_How to complete this task_
An exact printout of all the entries is required.

Stored data entries
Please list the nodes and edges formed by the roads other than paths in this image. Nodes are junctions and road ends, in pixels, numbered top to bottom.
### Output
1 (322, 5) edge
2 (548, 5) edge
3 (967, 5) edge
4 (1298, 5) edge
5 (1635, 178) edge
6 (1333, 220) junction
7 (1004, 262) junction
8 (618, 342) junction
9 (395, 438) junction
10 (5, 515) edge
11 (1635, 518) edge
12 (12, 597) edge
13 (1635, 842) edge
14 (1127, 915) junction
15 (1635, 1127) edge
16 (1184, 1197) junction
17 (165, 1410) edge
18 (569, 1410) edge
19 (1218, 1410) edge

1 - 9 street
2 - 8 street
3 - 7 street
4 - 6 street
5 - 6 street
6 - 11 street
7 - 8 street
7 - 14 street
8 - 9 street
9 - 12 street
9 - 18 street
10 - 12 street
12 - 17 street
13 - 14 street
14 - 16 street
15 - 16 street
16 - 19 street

_Written answer_
Please list the nodes and edges formed by the roads other than paths in this image. Nodes are junctions and road ends, in pixels, numbered top to bottom.
### Output
1 (322, 5) edge
2 (548, 5) edge
3 (967, 5) edge
4 (1298, 5) edge
5 (1635, 178) edge
6 (1333, 220) junction
7 (1004, 262) junction
8 (618, 342) junction
9 (395, 438) junction
10 (5, 515) edge
11 (1635, 518) edge
12 (12, 597) edge
13 (1635, 842) edge
14 (1127, 915) junction
15 (1635, 1127) edge
16 (1184, 1197) junction
17 (165, 1410) edge
18 (569, 1410) edge
19 (1218, 1410) edge

1 - 9 street
2 - 8 street
3 - 7 street
4 - 6 street
5 - 6 street
6 - 11 street
7 - 8 street
7 - 14 street
8 - 9 street
9 - 12 street
9 - 18 street
10 - 12 street
12 - 17 street
13 - 14 street
14 - 16 street
15 - 16 street
16 - 19 street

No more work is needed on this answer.